URI: 
       # taz.de -- Fraunhofer-Chef unter Beschuss: Lückenlose Aufklärung gefordert
       
       > Fraunhofer-Präsident Reimund Neugebauer steht stark in der Kritik. Er
       > soll private und dienstliche Angelegenheiten vermischt haben.
       
   IMG Bild: Reimund Neugebauer bei der Eröffnung des Batterie-Innovations- und Technologie-Center 2020
       
       Er gilt als einer der mächtigsten Forschungsmanager Deutschlands: Der
       [1][Chemnitzer Ingenieur Reimund Neugebauer,] der seit zehn Jahren
       Präsident der Fraunhofer-Gesellschaft (FhG) ist. Die größte öffentliche
       Organisation für anwendungsorientierte Forschung mit 29.000 Beschäftigen in
       75 Instituten mit einem Jahresbudget von 2,8 Milliarden Euro ist bei den
       heißen Innovationsthemen ganz vorne dabei, etwa mit dem Bau der
       Forschungsfabrik [2][Batteriezellen in Münster] oder dem Betrieb des ersten
       Quantencomputers in Europa.
       
       Jetzt sind gegen Neugebauers Amtsgebaren massive Vorwürfe erhoben worden.

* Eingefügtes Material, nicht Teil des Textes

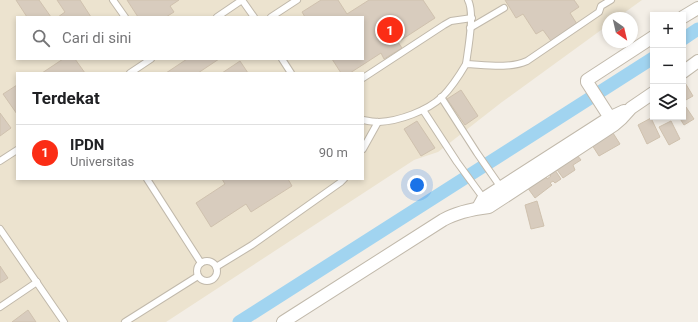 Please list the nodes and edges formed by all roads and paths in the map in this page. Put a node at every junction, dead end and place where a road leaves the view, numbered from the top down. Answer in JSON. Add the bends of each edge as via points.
{"nodes":[{"id":1,"x":113,"y":0,"type":"edge"},
{"id":2,"x":242,"y":0,"type":"edge"},
{"id":3,"x":297,"y":0,"type":"edge"},
{"id":4,"x":468,"y":0,"type":"edge"},
{"id":5,"x":611,"y":0,"type":"edge"},
{"id":6,"x":600,"y":3,"type":"edge"},
{"id":7,"x":504,"y":8,"type":"dead end"},
{"id":8,"x":698,"y":8,"type":"edge"},
{"id":9,"x":124,"y":16,"type":"edge"},
{"id":10,"x":218,"y":16,"type":"edge"},
{"id":11,"x":253,"y":16,"type":"edge"},
{"id":12,"x":273,"y":16,"type":"edge"},
{"id":13,"x":686,"y":16,"type":"edge"},
{"id":14,"x":472,"y":18,"type":"junction"},
{"id":15,"x":470,"y":28,"type":"junction"},
{"id":16,"x":650,"y":39,"type":"edge"},
{"id":17,"x":150,"y":60,"type":"edge"},
{"id":18,"x":283,"y":60,"type":"edge"},
{"id":19,"x":698,"y":61,"type":"edge"},
{"id":20,"x":466,"y":64,"type":"junction"},
{"id":21,"x":686,"y":70,"type":"edge"},
{"id":22,"x":132,"y":72,"type":"edge"},
{"id":23,"x":290,"y":72,"type":"edge"},
{"id":24,"x":364,"y":77,"type":"edge"},
{"id":25,"x":650,"y":95,"type":"edge"},
{"id":26,"x":441,"y":97,"type":"junction"},
{"id":27,"x":423,"y":110,"type":"junction"},
{"id":28,"x":610,"y":118,"type":"junction"},
{"id":29,"x":364,"y":120,"type":"edge"},
{"id":30,"x":378,"y":122,"type":"junction"},
{"id":31,"x":364,"y":148,"type":"edge"},
{"id":32,"x":16,"y":151,"type":"edge"},
{"id":33,"x":0,"y":161,"type":"edge"},
{"id":34,"x":148,"y":180,"type":"edge"},
{"id":35,"x":343,"y":180,"type":"edge"},
{"id":36,"x":502,"y":189,"type":"junction"},
{"id":37,"x":482,"y":202,"type":"junction"},
{"id":38,"x":0,"y":229,"type":"edge"},
{"id":39,"x":201,"y":263,"type":"junction"},
{"id":40,"x":216,"y":267,"type":"junction"},
{"id":41,"x":198,"y":276,"type":"junction"},
{"id":42,"x":37,"y":282,"type":"junction"},
{"id":43,"x":0,"y":306,"type":"edge"},
{"id":44,"x":64,"y":322,"type":"edge"},
{"id":45,"x":125,"y":322,"type":"edge"},
{"id":46,"x":283,"y":322,"type":"edge"}],
"edges":[{"from":1,"to":9,"type":"lane"},
{"from":2,"to":10,"type":"lane"},
{"from":2,"to":11,"type":"lane"},
{"from":3,"to":12,"type":"lane"},
{"from":4,"to":14,"type":"lane"},
{"from":5,"to":6,"type":"lane"},
{"from":6,"to":20,"type":"lane","via":[[599,12],[527,61],[509,65]]},
{"from":7,"to":15,"type":"lane"},
{"from":8,"to":13,"type":"street"},
{"from":14,"to":15,"type":"lane"},
{"from":14,"to":24,"type":"lane","via":[[451,21]]},
{"from":15,"to":20,"type":"lane"},
{"from":16,"to":28,"type":"street","via":[[587,81]]},
{"from":17,"to":22,"type":"lane"},
{"from":18,"to":23,"type":"lane"},
{"from":19,"to":21,"type":"street"},
{"from":20,"to":26,"type":"lane","via":[[458,79]]},
{"from":25,"to":28,"type":"street"},
{"from":26,"to":27,"type":"lane"},
{"from":26,"to":36,"type":"lane"},
{"from":27,"to":30,"type":"lane","via":[[403,118]]},
{"from":27,"to":37,"type":"lane"},
{"from":28,"to":36,"type":"street"},
{"from":29,"to":30,"type":"lane"},
{"from":30,"to":31,"type":"lane"},
{"from":32,"to":33,"type":"lane"},
{"from":34,"to":39,"type":"lane"},
{"from":35,"to":40,"type":"lane","via":[[252,245]]},
{"from":36,"to":37,"type":"street"},
{"from":37,"to":46,"type":"street","via":[[443,220]]},
{"from":38,"to":42,"type":"lane"},
{"from":39,"to":40,"type":"lane","via":[[209,262]]},
{"from":39,"to":41,"type":"lane"},
{"from":40,"to":41,"type":"lane","via":[[216,273],[211,279],[203,280]]},
{"from":41,"to":45,"type":"lane"},
{"from":42,"to":43,"type":"lane"},
{"from":42,"to":44,"type":"lane"}]}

       Das Düsseldorfer Magazin Wirtschaftswoche berichtete, dass
       Kunstausstellungen der Ehefrau Neugebauers aus der Fraunhofer-Kasse
       finanziert worden seien. „Insider werfen Fraunhofer-Chef Reimund Neugebauer
       vor, private und dienstliche Angelegenheiten zu vermischen“, heißt es in
       dem Text. Ein „Skatfreund“ habe im Vorstand spektakulär Karriere gemacht,
       während andere Führungskräfte aus der Münchener Zentrale flüchteten. Kritik
       gab es auch an der mageren Gründungsbilanz der Institute oder der
       außergewöhnlichen Wiederwahl des 67-jährigen Neugebauers für weitere zwei
       Jahre, die kürzlich durch den Senat im Umlaufverfahren statt in regulärer
       Sitzung stattfand.
       
       Mit einer Kleinen Anfrage des FDP-Bundestagsabgeordneten Thomas
       Sattelberger über „etwaige Ungereimtheiten bei Personalentscheidungen und
       -wechsel bei der Fraunhofer-Gesellschaft“ hat die Affäre auch die
       Bundesregierung erreicht. „Welche Schlussfolgerungen zieht die
       Bundesregierung aus den Abgängen dreier Technologie-/Marketing-
       beziehungsweise Geschäftsmodell-Vorstände in wenigen Jahren, und betrachtet
       sie Wechsel in dieser Frequenz als normal?“, lautet eine der zwölf Fragen.
       
       Eine weitere erkundigt sich nach dem „Stand der Einführung einer
       SAP-Software“ und ob „der aktuelle Rücktritt des Digital-/IT-Vorstands im
       Zusammenhang mit Ressourcenkonflikten bei dem laufenden SAP-Projekt“ stehe.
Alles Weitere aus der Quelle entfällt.